__TASK TO COMPLETE__
Determine which lines of the records include the word "index", and copy them.

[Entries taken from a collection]
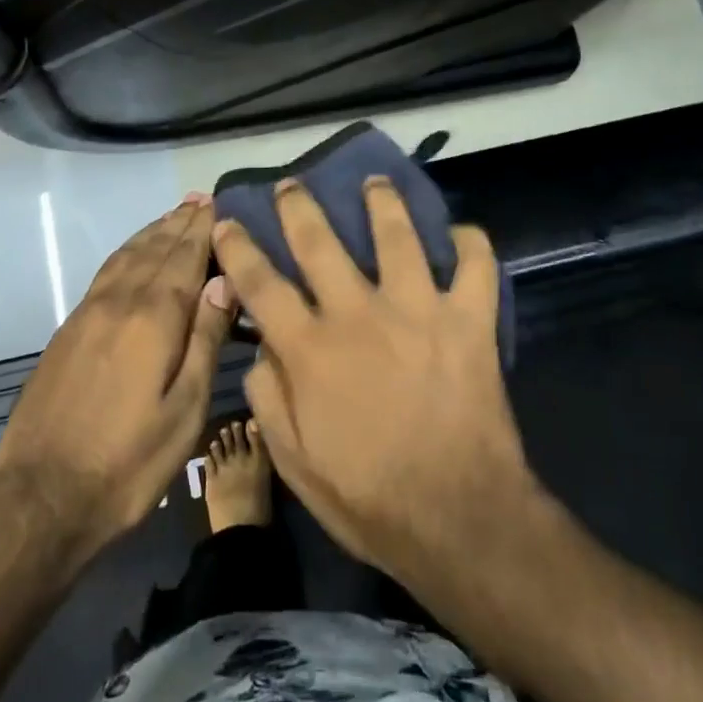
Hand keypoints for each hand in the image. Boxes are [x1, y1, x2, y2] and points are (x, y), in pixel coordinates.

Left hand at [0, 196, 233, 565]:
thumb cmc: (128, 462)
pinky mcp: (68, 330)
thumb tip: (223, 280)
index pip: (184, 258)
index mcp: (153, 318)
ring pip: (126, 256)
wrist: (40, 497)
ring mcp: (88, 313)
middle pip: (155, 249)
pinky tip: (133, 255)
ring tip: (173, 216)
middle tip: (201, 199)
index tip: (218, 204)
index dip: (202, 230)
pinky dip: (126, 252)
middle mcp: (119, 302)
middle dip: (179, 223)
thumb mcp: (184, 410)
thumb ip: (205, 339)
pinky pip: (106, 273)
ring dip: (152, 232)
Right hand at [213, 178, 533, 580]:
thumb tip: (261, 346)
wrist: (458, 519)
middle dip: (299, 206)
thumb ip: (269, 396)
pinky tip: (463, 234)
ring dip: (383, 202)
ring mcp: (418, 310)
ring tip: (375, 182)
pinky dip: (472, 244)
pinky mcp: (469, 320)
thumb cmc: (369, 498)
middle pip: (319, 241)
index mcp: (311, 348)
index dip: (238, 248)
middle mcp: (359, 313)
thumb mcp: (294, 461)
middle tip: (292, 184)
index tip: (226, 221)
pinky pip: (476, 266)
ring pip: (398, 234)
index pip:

__WRITTEN RESPONSE__
index pip: (184, 258)
index mcp: (153, 318)
index tip: (218, 204)
index dip: (202, 230)
index mcp: (311, 348)
index dip: (238, 248)
index tip: (226, 221)
index pip:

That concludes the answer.